Bank of America reported strong first-quarter earnings, surpassing both revenue and earnings per share estimates. The bank’s net income rose 17% to $8.6 billion, with earnings per share reaching $1.11, the highest in almost two decades.

Revenue also saw a significant increase, climbing 7.2% to $30.43 billion. This growth was driven by rising net interest income, higher trading revenue, and fees from investment banking and asset management. Equities trading played a major role in the bank’s success, with revenue in that business jumping 30% to $2.83 billion.

Investment banking also exceeded expectations, posting a 21% increase to $1.8 billion. Net interest income, a key metric for loan-making profitability, saw a 9% increase to $15.9 billion. This growth was attributed to higher loan and deposit balances, fixed-rate asset repricing, and market activity.

Bank of America raised its net interest income growth guidance for the year from 5-7% to 6-8% due to its strong performance in the first quarter. The bank’s provision for credit losses was lower than the year-earlier period, indicating that borrower quality remained strong.

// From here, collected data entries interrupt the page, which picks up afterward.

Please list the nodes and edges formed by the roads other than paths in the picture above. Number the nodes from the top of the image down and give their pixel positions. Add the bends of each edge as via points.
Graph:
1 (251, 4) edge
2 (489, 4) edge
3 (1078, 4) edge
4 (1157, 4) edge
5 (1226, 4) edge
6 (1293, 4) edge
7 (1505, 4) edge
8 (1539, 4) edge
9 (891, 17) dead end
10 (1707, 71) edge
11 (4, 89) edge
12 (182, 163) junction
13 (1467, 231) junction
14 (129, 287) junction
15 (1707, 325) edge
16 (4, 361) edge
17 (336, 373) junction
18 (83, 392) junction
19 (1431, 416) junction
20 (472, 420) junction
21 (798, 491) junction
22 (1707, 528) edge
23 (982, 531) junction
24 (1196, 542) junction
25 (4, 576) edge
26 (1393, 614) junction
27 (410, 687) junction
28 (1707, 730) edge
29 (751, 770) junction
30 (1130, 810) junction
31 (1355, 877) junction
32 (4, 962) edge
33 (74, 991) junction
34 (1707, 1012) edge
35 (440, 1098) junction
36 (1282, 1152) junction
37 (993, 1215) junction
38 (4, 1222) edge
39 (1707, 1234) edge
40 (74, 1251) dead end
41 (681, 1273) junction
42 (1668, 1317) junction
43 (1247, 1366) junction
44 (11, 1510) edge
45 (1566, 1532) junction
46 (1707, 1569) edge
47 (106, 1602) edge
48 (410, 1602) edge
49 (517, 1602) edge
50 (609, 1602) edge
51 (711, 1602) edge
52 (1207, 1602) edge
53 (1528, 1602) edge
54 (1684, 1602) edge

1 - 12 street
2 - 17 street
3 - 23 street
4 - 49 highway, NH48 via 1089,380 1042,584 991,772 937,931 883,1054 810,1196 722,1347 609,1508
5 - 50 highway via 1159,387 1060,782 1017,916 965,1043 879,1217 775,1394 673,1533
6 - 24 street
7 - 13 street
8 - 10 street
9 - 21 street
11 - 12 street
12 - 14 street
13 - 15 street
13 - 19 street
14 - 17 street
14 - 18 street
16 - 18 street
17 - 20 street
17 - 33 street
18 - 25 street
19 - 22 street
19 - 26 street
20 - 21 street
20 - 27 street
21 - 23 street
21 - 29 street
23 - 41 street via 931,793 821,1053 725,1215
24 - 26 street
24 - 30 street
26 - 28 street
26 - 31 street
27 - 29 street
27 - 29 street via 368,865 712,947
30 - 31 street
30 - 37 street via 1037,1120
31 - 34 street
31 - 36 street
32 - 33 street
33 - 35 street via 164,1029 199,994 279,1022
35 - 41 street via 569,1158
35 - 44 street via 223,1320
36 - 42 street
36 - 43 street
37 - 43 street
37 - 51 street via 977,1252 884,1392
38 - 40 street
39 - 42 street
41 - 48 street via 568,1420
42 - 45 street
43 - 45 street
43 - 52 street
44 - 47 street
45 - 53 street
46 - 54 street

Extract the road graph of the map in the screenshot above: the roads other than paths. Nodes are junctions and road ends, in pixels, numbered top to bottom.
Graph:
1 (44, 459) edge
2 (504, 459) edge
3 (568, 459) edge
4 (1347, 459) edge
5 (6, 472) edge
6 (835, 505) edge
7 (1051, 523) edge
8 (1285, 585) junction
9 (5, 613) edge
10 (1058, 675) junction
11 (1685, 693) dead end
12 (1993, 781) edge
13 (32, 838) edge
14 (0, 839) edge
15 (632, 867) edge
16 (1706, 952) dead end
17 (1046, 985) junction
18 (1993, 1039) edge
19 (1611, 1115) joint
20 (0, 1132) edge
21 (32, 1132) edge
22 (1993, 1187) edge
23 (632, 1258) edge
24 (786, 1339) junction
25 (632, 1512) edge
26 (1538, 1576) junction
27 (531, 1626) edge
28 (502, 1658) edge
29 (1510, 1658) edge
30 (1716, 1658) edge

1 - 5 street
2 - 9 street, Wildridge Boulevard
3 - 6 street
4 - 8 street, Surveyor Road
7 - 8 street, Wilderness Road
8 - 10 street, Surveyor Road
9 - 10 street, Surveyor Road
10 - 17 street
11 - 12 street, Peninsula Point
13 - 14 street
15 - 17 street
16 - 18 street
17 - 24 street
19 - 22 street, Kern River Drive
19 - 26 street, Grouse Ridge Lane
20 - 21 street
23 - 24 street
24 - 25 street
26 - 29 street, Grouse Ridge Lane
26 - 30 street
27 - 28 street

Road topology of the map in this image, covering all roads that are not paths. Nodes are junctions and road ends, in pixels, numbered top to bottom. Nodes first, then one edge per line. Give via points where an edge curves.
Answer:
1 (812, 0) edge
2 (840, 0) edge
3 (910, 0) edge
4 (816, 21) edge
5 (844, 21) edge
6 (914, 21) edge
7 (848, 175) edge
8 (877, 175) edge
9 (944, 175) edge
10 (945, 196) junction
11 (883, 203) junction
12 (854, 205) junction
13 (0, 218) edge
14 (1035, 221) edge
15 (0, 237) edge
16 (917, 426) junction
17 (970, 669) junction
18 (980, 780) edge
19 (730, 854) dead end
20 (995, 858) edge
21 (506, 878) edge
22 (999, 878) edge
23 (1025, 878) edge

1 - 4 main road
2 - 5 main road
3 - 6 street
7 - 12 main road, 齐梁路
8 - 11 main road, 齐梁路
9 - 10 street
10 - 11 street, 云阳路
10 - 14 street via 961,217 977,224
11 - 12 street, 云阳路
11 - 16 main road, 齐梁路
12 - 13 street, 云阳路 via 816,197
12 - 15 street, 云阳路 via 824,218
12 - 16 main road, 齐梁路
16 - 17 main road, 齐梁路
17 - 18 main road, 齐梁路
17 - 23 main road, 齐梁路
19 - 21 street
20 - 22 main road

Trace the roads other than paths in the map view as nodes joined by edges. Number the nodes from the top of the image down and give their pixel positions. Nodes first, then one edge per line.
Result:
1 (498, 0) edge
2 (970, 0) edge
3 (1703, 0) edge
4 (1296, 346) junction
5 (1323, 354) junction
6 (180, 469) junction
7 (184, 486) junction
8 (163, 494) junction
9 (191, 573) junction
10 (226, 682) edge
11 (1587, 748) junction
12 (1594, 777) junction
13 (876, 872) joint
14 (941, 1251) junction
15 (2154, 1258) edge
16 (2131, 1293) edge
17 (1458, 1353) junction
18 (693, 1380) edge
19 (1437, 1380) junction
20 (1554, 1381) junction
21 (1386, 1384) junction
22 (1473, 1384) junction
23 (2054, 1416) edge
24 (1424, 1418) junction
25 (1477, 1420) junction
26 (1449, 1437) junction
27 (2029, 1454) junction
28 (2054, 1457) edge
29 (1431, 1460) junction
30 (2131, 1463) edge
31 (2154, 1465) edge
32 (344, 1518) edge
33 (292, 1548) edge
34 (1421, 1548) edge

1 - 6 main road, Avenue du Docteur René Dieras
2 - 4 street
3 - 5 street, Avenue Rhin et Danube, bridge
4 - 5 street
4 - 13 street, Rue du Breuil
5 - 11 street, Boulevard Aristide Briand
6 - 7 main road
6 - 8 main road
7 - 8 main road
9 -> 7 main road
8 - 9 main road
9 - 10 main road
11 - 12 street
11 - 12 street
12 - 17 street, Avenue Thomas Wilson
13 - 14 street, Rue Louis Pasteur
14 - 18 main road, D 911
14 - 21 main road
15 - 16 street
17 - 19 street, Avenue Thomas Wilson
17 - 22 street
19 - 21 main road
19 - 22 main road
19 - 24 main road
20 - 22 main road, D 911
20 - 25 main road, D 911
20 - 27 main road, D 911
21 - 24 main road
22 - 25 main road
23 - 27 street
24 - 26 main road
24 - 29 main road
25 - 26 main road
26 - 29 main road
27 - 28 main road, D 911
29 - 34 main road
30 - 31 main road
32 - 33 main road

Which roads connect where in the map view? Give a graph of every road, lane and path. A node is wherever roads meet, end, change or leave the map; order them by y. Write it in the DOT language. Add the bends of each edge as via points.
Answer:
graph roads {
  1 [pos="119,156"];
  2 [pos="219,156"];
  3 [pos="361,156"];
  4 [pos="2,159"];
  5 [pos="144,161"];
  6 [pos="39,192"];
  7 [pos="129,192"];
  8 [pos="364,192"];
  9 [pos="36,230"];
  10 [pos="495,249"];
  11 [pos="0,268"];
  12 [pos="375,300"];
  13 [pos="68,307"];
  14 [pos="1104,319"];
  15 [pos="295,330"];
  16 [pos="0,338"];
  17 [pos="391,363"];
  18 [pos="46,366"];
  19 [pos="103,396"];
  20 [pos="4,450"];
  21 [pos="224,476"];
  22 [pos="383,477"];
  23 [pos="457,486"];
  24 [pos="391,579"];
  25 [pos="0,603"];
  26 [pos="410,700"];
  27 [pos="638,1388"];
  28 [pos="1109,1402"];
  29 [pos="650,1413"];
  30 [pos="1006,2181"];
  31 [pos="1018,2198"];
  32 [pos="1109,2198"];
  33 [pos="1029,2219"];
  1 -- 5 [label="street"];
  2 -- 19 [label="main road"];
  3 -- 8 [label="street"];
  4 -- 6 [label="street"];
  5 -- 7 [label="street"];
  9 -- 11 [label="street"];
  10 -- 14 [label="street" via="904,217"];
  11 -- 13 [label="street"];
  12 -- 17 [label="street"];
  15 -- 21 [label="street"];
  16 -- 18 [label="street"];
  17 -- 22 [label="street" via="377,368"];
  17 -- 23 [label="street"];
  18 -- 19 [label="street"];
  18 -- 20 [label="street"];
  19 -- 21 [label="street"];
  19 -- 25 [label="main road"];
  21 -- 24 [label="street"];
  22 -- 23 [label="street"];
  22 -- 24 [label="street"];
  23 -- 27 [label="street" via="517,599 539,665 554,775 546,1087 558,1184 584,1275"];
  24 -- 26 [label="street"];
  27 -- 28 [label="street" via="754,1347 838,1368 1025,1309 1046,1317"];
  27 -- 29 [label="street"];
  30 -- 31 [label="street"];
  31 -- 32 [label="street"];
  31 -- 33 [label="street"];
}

CEO Brian Moynihan highlighted the positive performance of the bank, noting that consumers are spending, credit quality is improving, and corporate clients are utilizing their lines of credit. Despite uncertainties, both U.S. and global companies are performing well.

While fixed income revenue fell short of expectations, other divisions such as consumer banking and global wealth saw significant growth in net income. The net-charge-off ratio improved to 0.48%, indicating a lower proportion of total loans deemed uncollectible.

Overall, Bank of America’s return on tangible common equity improved to 16%, reflecting increased profitability. The bank’s solid performance in the first quarter positions it well for continued success in the future.